Gazze'deki Filistin İçişleri Bakanlığı tarafından yapılan açıklamada, havadan atılan yardım paketlerinin kontrolsüz şekilde sivillerin bulunduğu bölgelere düştüğü ve bu durumun ölümlere yol açtığı bildirildi.
Özellikle yerinden edilen sivillerin yaşadığı çadır kamplarına isabet eden yardımlar nedeniyle aralarında kadın ve çocukların da bulunduğu çok sayıda sivil yaşamını yitirdi.
Yapılan açıklamada, İsrail'in bu yardım yöntemini bir insani yardım değil, tam aksine bir "kaos aracı" olarak kullandığı öne sürüldü. Yardım paketlerinin gelişi sırasında vatandaşların izdihama kapılması ve dağıtımın düzensizliği, ölümlerle sonuçlanan kaotik sahneler yaratıyor.
Açıklamada, İsrail’in bu yöntemi bilinçli olarak tercih ettiği ve bunu açlıkla mücadele eden halk arasında düzensizlik yaratmak için kullandığı ifade edildi.
Gazze İçişleri Bakanlığı, havadan yardım atımlarının, İsrail’in açlık mühendisliği politikasının bir parçası olduğuna dikkat çekti. Bu uygulamanın yardım çetelerinin oluşmasına, halk arasında kargaşa çıkmasına ve temel yaşam güvenliğinin ortadan kalkmasına neden olduğu belirtiliyor.
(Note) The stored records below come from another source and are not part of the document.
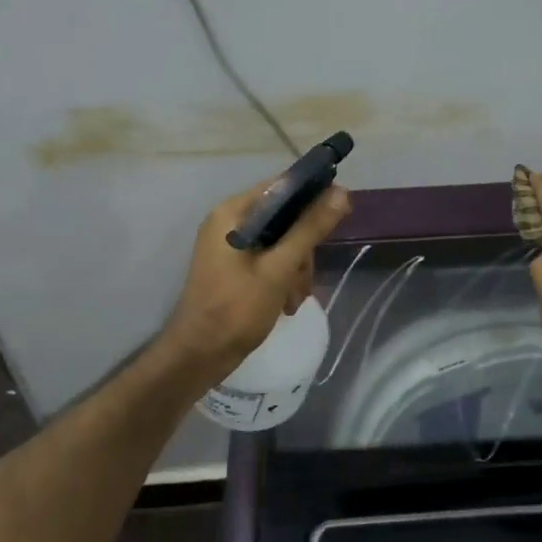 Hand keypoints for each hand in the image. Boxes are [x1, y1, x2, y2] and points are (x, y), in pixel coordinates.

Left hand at [161, 174, 352, 381]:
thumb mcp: (279, 268)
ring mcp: (230, 247)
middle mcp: (229, 223)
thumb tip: (341, 193)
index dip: (313, 195)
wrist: (200, 355)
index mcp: (233, 213)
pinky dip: (282, 279)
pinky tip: (286, 304)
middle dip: (302, 248)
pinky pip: (270, 260)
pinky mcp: (235, 268)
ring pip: (281, 243)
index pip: (281, 186)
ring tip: (294, 299)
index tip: (340, 213)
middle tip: (304, 278)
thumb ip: (309, 229)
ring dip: (295, 269)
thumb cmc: (236, 309)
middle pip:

Yardım almaya çalışan sivillerin bu ortamda hem fiziksel tehlikelere hem de sosyal karmaşaya maruz kaldığı ifade ediliyor.
Gazze’ye havadan ulaştırılan yardımların miktar ve içerik bakımından yetersiz olduğuna dikkat çekilen açıklamada, bu yardımların kara yoluyla sağlanabilecek desteklerle kıyaslanamayacak düzeyde düşük olduğu vurgulandı.
Günlerdir temel gıda ve temiz suya erişimi olmayan siviller için, paraşütle indirilen birkaç yardım kolisinin ne sayıca ne de içerik olarak yeterli olamayacağına işaret edildi.
Açıklamada ayrıca, açlık ve insani krizle mücadele eden Gazze halkının temel ihtiyaçlarına düzenli ve güvenli şekilde ulaşabilmesi için kara sınır kapılarının derhal açılması gerektiği belirtildi.
Havadan yardım operasyonlarının oluşturduğu kaos ve risk nedeniyle bu yöntemin yeniden değerlendirilmesi çağrısında bulunuldu.